RECORD EXCERPTS.
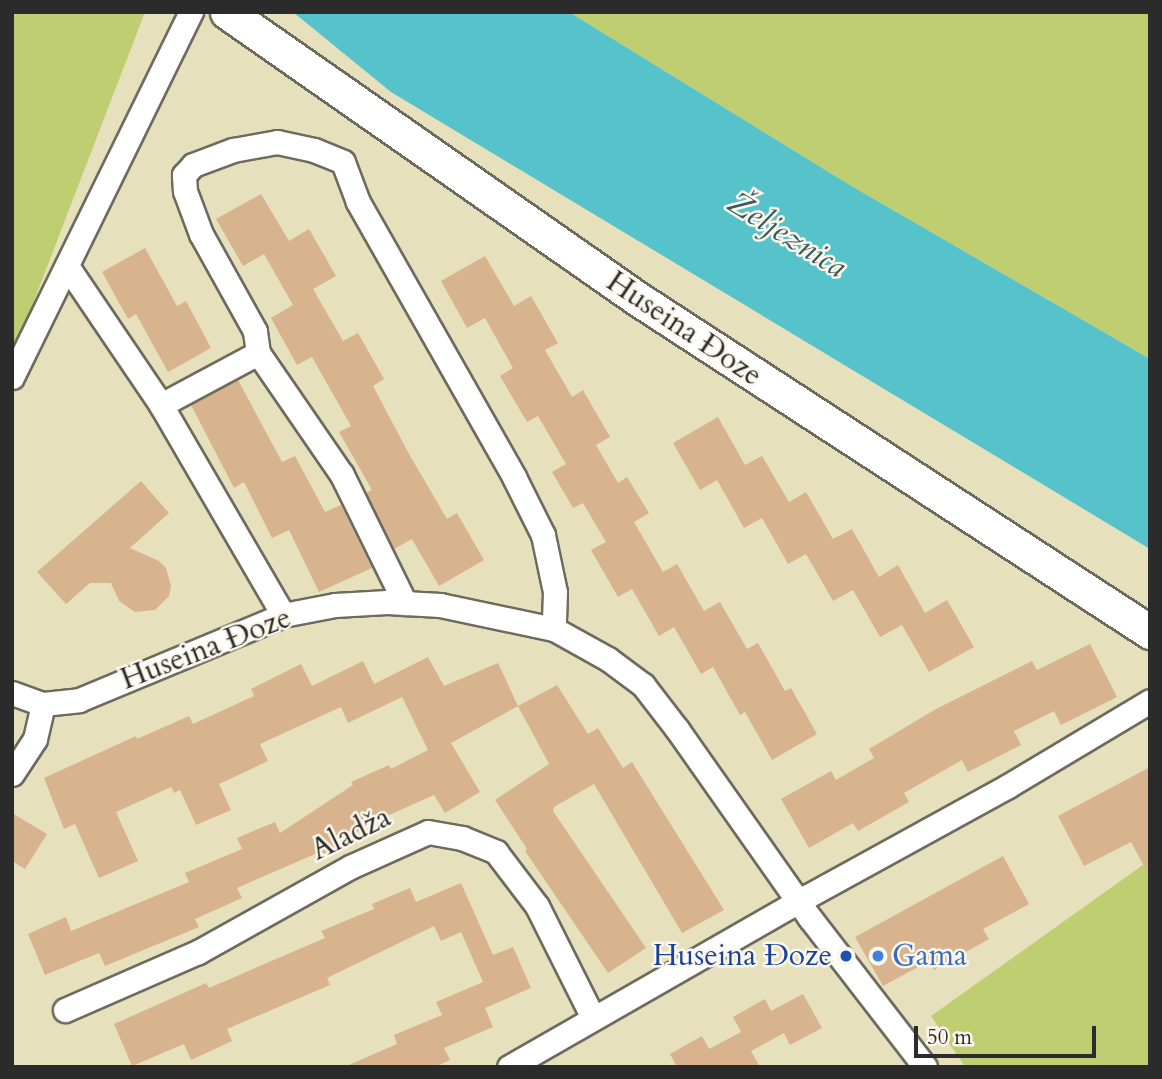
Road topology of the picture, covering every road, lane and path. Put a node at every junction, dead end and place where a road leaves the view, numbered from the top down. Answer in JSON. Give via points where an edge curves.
{"nodes":[{"id":1,"x":191,"y":12,"type":"edge"},
{"id":2,"x":228,"y":12,"type":"edge"},
{"id":3,"x":67,"y":266,"type":"junction"},
{"id":4,"x":258,"y":353,"type":"junction"},
{"id":5,"x":12,"y":377,"type":"edge"},
{"id":6,"x":161,"y":405,"type":"junction"},
{"id":7,"x":405,"y":603,"type":"junction"},
{"id":8,"x":283,"y":615,"type":"junction"},
{"id":9,"x":554,"y":629,"type":"junction"},
{"id":10,"x":1150,"y":632,"type":"edge"},
{"id":11,"x":12,"y":693,"type":"edge"},
{"id":12,"x":1150,"y":701,"type":"edge"},
{"id":13,"x":43,"y":704,"type":"junction"},
{"id":14,"x":12,"y":774,"type":"edge"},
{"id":15,"x":799,"y":902,"type":"junction"},
{"id":16,"x":65,"y":1010,"type":"dead end"},
{"id":17,"x":593,"y":1018,"type":"junction"},
{"id":18,"x":509,"y":1067,"type":"edge"},
{"id":19,"x":925,"y":1067,"type":"edge"}],
"edges":[{"from":1,"to":3,"type":"street"},
{"from":2,"to":10,"type":"street","name":"Huseina Đoze","via":[[648,306]]},
{"from":3,"to":5,"type":"street"},
{"from":3,"to":6,"type":"street"},
{"from":4,"to":6,"type":"street"},
{"from":4,"to":7,"type":"street","via":[[342,475]]},
{"from":4,"to":9,"type":"street","via":[[255,331],[201,233],[185,191],[184,175],[193,165],[233,150],[277,142],[343,162],[358,202],[543,535],[555,592]]},
{"from":6,"to":8,"type":"street"},
{"from":7,"to":8,"type":"street","name":"Huseina Đoze","via":[[335,606]]},
{"from":7,"to":9,"type":"street","name":"Huseina Đoze","via":[[453,607]]},
{"from":8,"to":13,"type":"street","name":"Huseina Đoze","via":[[79,700]]},
{"from":9,"to":15,"type":"street","name":"Huseina Đoze","via":[[643,685]]},
{"from":11,"to":13,"type":"street","name":"Huseina Đoze"},
{"from":12,"to":15,"type":"street"},
{"from":13,"to":14,"type":"street","via":[[35,739]]},
{"from":15,"to":17,"type":"street"},
{"from":15,"to":19,"type":"street","name":"Huseina Đoze"},
{"from":16,"to":17,"type":"street","name":"Aladža","via":[[198,952],[350,867],[428,832],[462,838],[496,852],[537,906]]},
{"from":17,"to":18,"type":"street"}]}
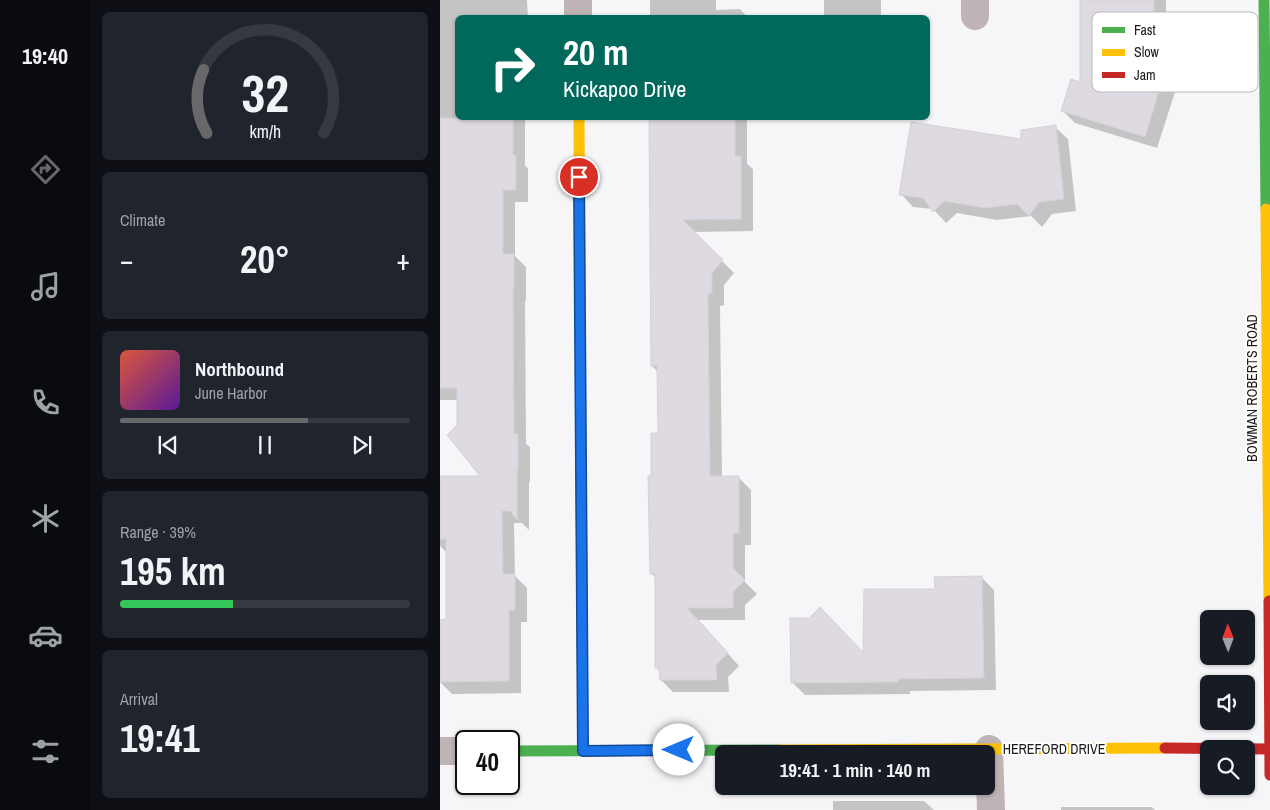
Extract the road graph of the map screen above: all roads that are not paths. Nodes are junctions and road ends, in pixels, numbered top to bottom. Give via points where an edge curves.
1 (578, 0) edge
2 (1264, 0) edge
3 (578, 15) edge
4 (578, 120) edge
5 (1270, 749) edge
6 (995, 750) edge
7 (440, 751) edge
8 (455, 751) edge
9 (520, 751) edge
10 (583, 751) junction
11 (715, 751) edge
12 (1270, 775) edge
13 (990, 795) edge
14 (991, 810) edge

1 - 3 street
2 - 5 street, BOWMAN ROBERTS ROAD
4 - 10 street
5 - 6 street, HEREFORD DRIVE
5 - 12 street, BOWMAN ROBERTS ROAD
7 - 8 street
9 - 10 street, HEREFORD DRIVE
10 - 11 street, HEREFORD DRIVE
13 - 14 street

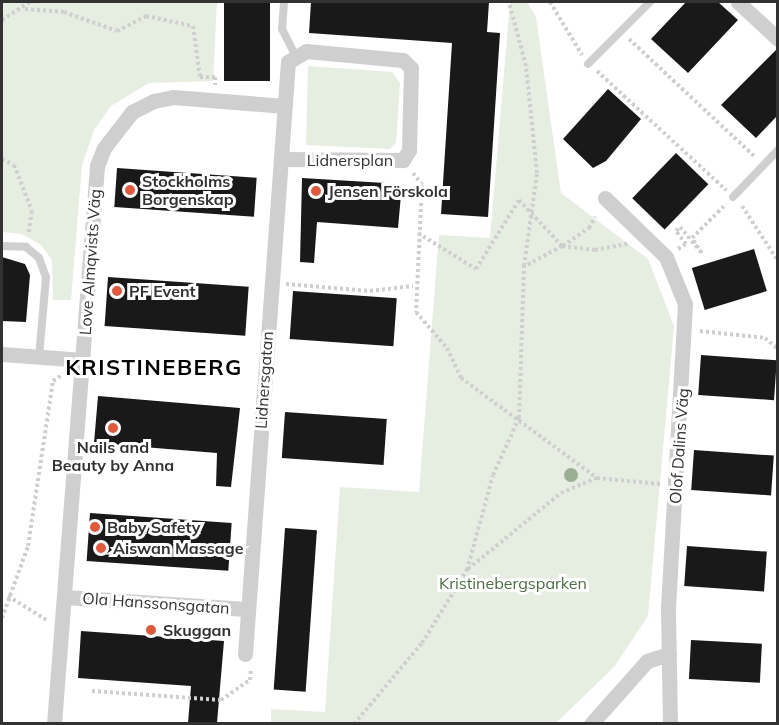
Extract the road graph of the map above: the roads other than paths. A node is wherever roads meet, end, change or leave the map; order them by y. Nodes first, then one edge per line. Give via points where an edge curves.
1 (284, 2) edge
2 (650, 2) edge
3 (738, 2) edge
4 (777, 39) edge
5 (295, 54) junction
6 (588, 64) road end
7 (285, 106) junction
8 (777, 150) edge
9 (281, 159) junction
10 (733, 197) road end
11 (605, 198) dead end
12 (2, 246) edge
13 (2, 354) edge
14 (39, 357) junction
15 (83, 360) junction
16 (66, 597) junction
17 (247, 609) junction
18 (244, 654) road end
19 (669, 654) junction
20 (54, 723) edge
21 (591, 723) edge
22 (670, 723) edge

1 - 5 lane via 282,29
2 - 6 lane
3 - 4 street
5 - 7 street via 288,62
5 - 9 street, Lidnersplan via 403,60 413,78 409,150 393,164
7 - 9 street, Lidnersgatan
7 - 15 street, Love Almqvists Väg via 173,97 132,112 111,131 98,166
8 - 10 lane
9 - 17 street, Lidnersgatan
11 - 19 street, Olof Dalins Väg via 666,257 685,304
12 - 14 lane via 26,247 39,258 46,277
13 - 14 street
14 - 15 street
15 - 16 street, Love Almqvists Väg
16 - 17 street, Ola Hanssonsgatan
16 - 20 street, Love Almqvists Väg
17 - 18 street, Lidnersgatan
19 - 21 street via 647,661
19 - 22 street, Olof Dalins Väg

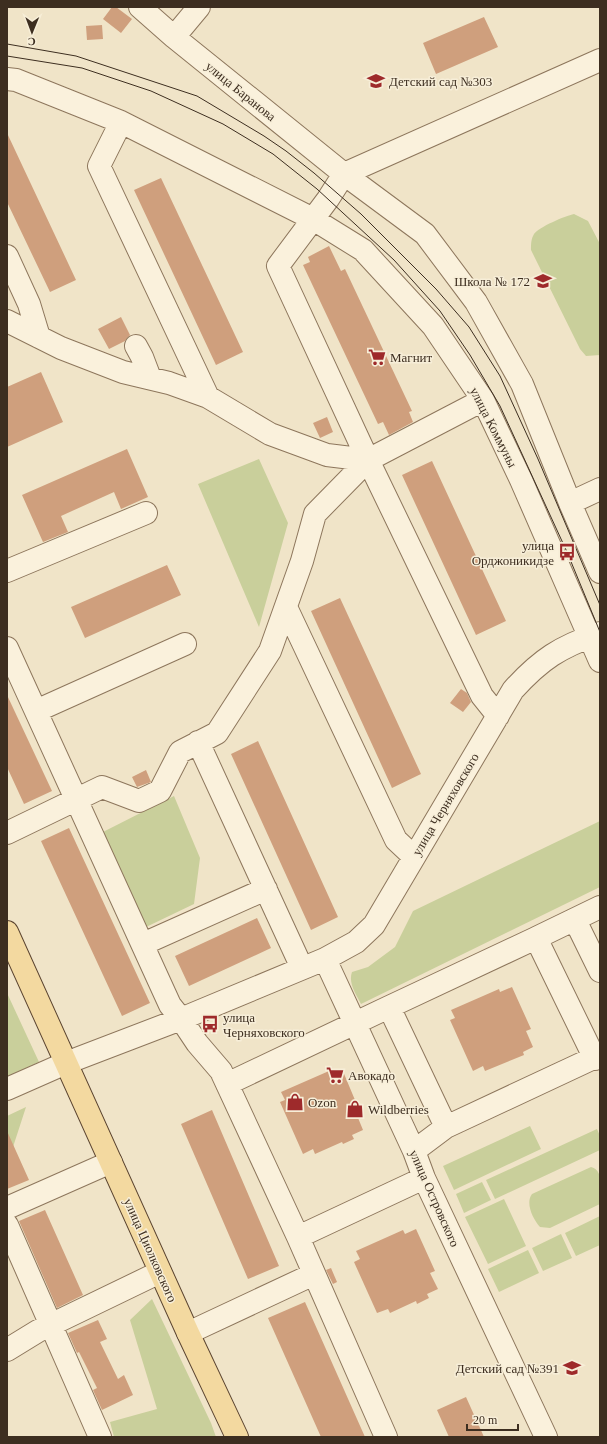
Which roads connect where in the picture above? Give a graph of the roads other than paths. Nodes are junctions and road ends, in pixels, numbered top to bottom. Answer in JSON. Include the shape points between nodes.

EXERCISE DIRECTIONS. All of the data must be repeated exactly, except for the pictures.

SOLUTION TO THIS TASK.
Road topology of the picture, covering every road, lane and path. Put a node at every junction, dead end and place where a road leaves the view, numbered from the top down. Answer in JSON. Give via points where an edge curves.
{"nodes":[{"id":1,"x":191,"y":12,"type":"edge"},
{"id":2,"x":228,"y":12,"type":"edge"},
{"id":3,"x":67,"y":266,"type":"junction"},
{"id":4,"x":258,"y":353,"type":"junction"},
{"id":5,"x":12,"y":377,"type":"edge"},
{"id":6,"x":161,"y":405,"type":"junction"},
{"id":7,"x":405,"y":603,"type":"junction"},
{"id":8,"x":283,"y":615,"type":"junction"},
{"id":9,"x":554,"y":629,"type":"junction"},
{"id":10,"x":1150,"y":632,"type":"edge"},
{"id":11,"x":12,"y":693,"type":"edge"},
{"id":12,"x":1150,"y":701,"type":"edge"},
{"id":13,"x":43,"y":704,"type":"junction"},
{"id":14,"x":12,"y":774,"type":"edge"},
{"id":15,"x":799,"y":902,"type":"junction"},
{"id":16,"x":65,"y":1010,"type":"dead end"},
{"id":17,"x":593,"y":1018,"type":"junction"},
{"id":18,"x":509,"y":1067,"type":"edge"},
{"id":19,"x":925,"y":1067,"type":"edge"}],
"edges":[{"from":1,"to":3,"type":"street"},
{"from":2,"to":10,"type":"street","name":"Huseina Đoze","via":[[648,306]]},
{"from":3,"to":5,"type":"street"},
{"from":3,"to":6,"type":"street"},
{"from":4,"to":6,"type":"street"},
{"from":4,"to":7,"type":"street","via":[[342,475]]},
{"from":4,"to":9,"type":"street","via":[[255,331],[201,233],[185,191],[184,175],[193,165],[233,150],[277,142],[343,162],[358,202],[543,535],[555,592]]},
{"from":6,"to":8,"type":"street"},
{"from":7,"to":8,"type":"street","name":"Huseina Đoze","via":[[335,606]]},
{"from":7,"to":9,"type":"street","name":"Huseina Đoze","via":[[453,607]]},
{"from":8,"to":13,"type":"street","name":"Huseina Đoze","via":[[79,700]]},
{"from":9,"to":15,"type":"street","name":"Huseina Đoze","via":[[643,685]]},
{"from":11,"to":13,"type":"street","name":"Huseina Đoze"},
{"from":12,"to":15,"type":"street"},
{"from":13,"to":14,"type":"street","via":[[35,739]]},
{"from":15,"to":17,"type":"street"},
{"from":15,"to":19,"type":"street","name":"Huseina Đoze"},
{"from":16,"to":17,"type":"street","name":"Aladža","via":[[198,952],[350,867],[428,832],[462,838],[496,852],[537,906]]},
{"from":17,"to":18,"type":"street"}]}
Extract the road graph of the map screen above: all roads that are not paths. Nodes are junctions and road ends, in pixels, numbered top to bottom. Give via points where an edge curves.
1 (578, 0) edge
2 (1264, 0) edge
3 (578, 15) edge
4 (578, 120) edge
5 (1270, 749) edge
6 (995, 750) edge
7 (440, 751) edge
8 (455, 751) edge
9 (520, 751) edge
10 (583, 751) junction
11 (715, 751) edge
12 (1270, 775) edge
13 (990, 795) edge
14 (991, 810) edge

1 - 3 street
2 - 5 street, BOWMAN ROBERTS ROAD
4 - 10 street
5 - 6 street, HEREFORD DRIVE
5 - 12 street, BOWMAN ROBERTS ROAD
7 - 8 street
9 - 10 street, HEREFORD DRIVE
10 - 11 street, HEREFORD DRIVE
13 - 14 street

Extract the road graph of the map above: the roads other than paths. A node is wherever roads meet, end, change or leave the map; order them by y. Nodes first, then one edge per line. Give via points where an edge curves.
1 (284, 2) edge
2 (650, 2) edge
3 (738, 2) edge
4 (777, 39) edge
5 (295, 54) junction
6 (588, 64) road end
7 (285, 106) junction
8 (777, 150) edge
9 (281, 159) junction
10 (733, 197) road end
11 (605, 198) dead end
12 (2, 246) edge
13 (2, 354) edge
14 (39, 357) junction
15 (83, 360) junction
16 (66, 597) junction
17 (247, 609) junction
18 (244, 654) road end
19 (669, 654) junction
20 (54, 723) edge
21 (591, 723) edge
22 (670, 723) edge

1 - 5 lane via 282,29
2 - 6 lane
3 - 4 street
5 - 7 street via 288,62
5 - 9 street, Lidnersplan via 403,60 413,78 409,150 393,164
7 - 9 street, Lidnersgatan
7 - 15 street, Love Almqvists Väg via 173,97 132,112 111,131 98,166
8 - 10 lane
9 - 17 street, Lidnersgatan
11 - 19 street, Olof Dalins Väg via 666,257 685,304
12 - 14 lane via 26,247 39,258 46,277
13 - 14 street
14 - 15 street
15 - 16 street, Love Almqvists Väg
16 - 17 street, Ola Hanssonsgatan
16 - 20 street, Love Almqvists Väg
17 - 18 street, Lidnersgatan
19 - 21 street via 647,661
19 - 22 street, Olof Dalins Väg

Which roads connect where in the picture above? Give a graph of the roads other than paths. Nodes are junctions and road ends, in pixels, numbered top to bottom. Answer in JSON. Include the shape points between nodes.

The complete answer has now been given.